Sunday, October 2, 2011

Dear Breasts,

As you already know, We will be having surgery in just a little more than a day to remove the threat you've become to my life.  I am excited and scared and sad all at the same time.  I've been thinking about you alot lately, and focusing on you more than usual.  I've been looking at you more, and paying extra attention to the way you feel now, because I know I will likely never feel you this away again.

We've been together through a lot and shared many intimate moments in my life. Remember how we were teased by boys in 7th grade?  I later found fancy bras and lingerie to adorn you with.  You made me feel sexy.  We shared the most sensual moments for sure.  You gave me the means to feed my babies, which was precious, and provided comfort to them as I held them close when they'd cry.  I'll never forget those things.

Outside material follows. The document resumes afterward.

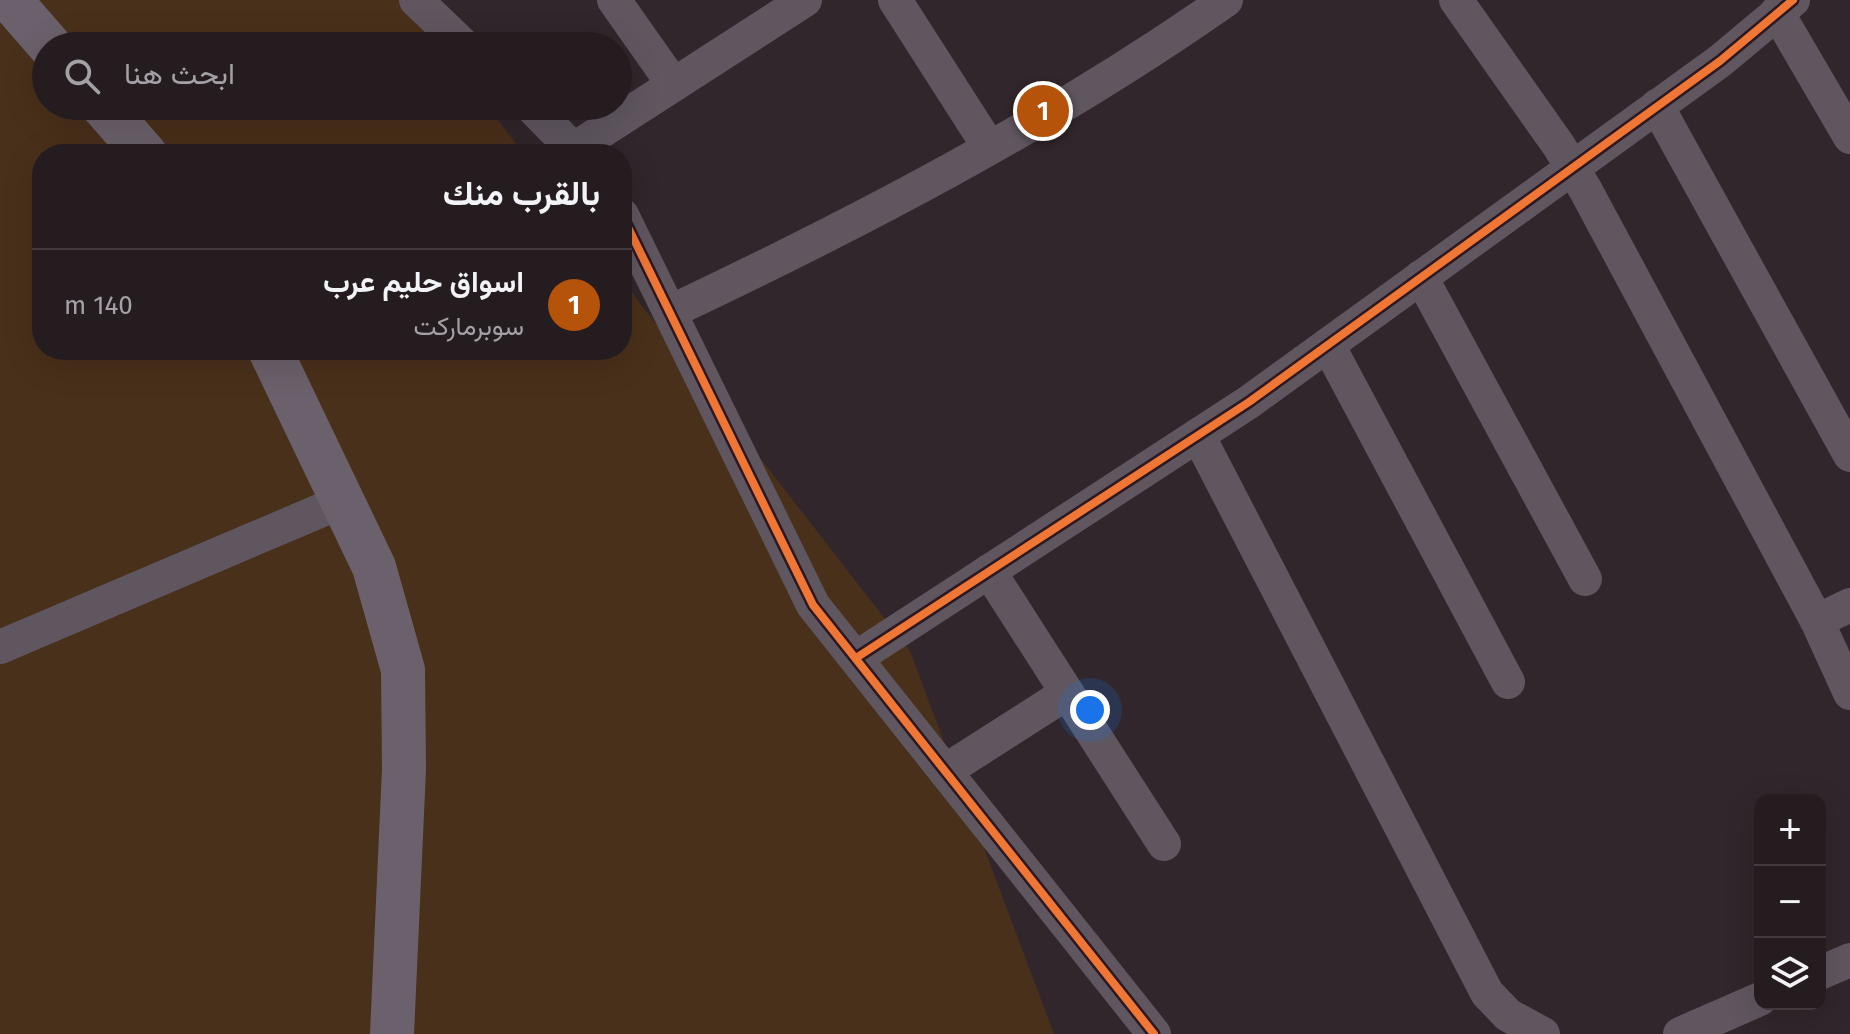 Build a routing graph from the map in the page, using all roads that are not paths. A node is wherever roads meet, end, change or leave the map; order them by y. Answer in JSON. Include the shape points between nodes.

I want you to know that this hasn't been an easy decision. I've felt much grief and spent many hours awake late at night tossing and turning about the choices I had to make.  What it really comes down to is that I know that one day if I don't this, you will kill me.  I can't let you do that.  I can't sit back and wait for you to bring us both down.  So this is what I need to do.  I hope you understand.

Goodbye for now, until we meet again.

With Love,

Amanda

1 comment:

  1. Well that was beautiful. And a beautiful picture too. :)

    Great quote from CS Lewis - "You don't have a soul. You are a soul. You have a body." Bodies perish eventually but the soul lasts forever. It's not what you look like - that puts others in charge of how we feel or think about ourselves. It's who we are inside that ultimately matters.

    I have been praying for you and will continue to do so - praying that is is well with your soul.